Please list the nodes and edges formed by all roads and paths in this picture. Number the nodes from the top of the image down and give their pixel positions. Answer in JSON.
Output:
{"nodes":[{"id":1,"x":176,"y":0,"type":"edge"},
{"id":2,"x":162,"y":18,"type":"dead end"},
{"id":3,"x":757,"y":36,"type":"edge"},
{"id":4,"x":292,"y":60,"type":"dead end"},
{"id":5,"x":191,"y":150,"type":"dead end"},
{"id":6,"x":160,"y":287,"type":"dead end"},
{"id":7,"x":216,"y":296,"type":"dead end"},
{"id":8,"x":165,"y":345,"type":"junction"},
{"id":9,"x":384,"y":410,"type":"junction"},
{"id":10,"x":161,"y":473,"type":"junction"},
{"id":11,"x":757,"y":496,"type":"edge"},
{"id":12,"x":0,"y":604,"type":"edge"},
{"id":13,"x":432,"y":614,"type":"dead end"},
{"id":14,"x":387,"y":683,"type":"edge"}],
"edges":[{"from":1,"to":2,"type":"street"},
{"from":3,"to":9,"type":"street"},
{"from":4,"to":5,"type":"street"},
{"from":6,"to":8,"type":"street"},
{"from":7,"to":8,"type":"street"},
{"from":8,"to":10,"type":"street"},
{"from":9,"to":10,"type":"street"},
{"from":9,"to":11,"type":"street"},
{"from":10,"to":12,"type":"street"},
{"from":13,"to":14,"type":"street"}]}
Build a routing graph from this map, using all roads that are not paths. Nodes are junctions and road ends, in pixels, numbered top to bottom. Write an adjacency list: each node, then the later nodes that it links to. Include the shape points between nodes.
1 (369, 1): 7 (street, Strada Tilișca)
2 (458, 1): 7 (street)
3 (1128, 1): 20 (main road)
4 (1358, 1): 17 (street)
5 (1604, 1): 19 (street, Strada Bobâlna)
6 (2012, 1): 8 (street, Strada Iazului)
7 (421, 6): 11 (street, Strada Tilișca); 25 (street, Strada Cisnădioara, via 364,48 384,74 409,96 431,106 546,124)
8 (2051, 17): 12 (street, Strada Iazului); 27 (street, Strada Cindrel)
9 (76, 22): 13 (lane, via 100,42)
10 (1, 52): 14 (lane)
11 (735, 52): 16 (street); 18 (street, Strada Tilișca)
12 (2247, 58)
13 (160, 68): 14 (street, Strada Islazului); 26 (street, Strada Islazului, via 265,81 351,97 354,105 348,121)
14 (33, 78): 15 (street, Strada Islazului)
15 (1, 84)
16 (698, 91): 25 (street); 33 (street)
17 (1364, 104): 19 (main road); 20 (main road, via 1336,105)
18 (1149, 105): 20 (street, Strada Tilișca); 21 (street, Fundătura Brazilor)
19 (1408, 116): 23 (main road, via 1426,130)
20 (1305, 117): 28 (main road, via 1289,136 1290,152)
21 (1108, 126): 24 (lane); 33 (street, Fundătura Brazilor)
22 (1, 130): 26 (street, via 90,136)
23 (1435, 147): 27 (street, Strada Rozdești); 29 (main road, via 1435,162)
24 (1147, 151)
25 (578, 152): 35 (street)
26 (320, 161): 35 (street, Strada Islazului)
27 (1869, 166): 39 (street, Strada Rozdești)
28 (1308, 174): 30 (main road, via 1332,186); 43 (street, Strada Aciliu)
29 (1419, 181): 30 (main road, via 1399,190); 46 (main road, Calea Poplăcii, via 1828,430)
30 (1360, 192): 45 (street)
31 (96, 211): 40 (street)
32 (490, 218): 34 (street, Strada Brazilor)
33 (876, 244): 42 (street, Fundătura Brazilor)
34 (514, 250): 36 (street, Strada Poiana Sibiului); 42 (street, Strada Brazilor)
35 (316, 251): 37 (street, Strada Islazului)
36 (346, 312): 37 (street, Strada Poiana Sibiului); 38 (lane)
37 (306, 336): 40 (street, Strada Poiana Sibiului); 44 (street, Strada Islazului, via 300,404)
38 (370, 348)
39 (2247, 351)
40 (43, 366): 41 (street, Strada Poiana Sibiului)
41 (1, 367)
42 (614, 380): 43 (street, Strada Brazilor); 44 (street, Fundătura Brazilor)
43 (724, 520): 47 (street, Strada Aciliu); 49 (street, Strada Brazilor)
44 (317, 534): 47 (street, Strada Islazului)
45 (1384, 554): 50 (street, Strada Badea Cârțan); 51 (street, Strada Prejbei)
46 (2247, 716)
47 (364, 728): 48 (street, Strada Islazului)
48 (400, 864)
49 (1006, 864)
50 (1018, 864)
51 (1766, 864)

What to produce> Copy out all lines of the listing above that include "Iazului".

Answer area>
6 (2012, 1): 8 (street, Strada Iazului)
8 (2051, 17): 12 (street, Strada Iazului); 27 (street, Strada Cindrel)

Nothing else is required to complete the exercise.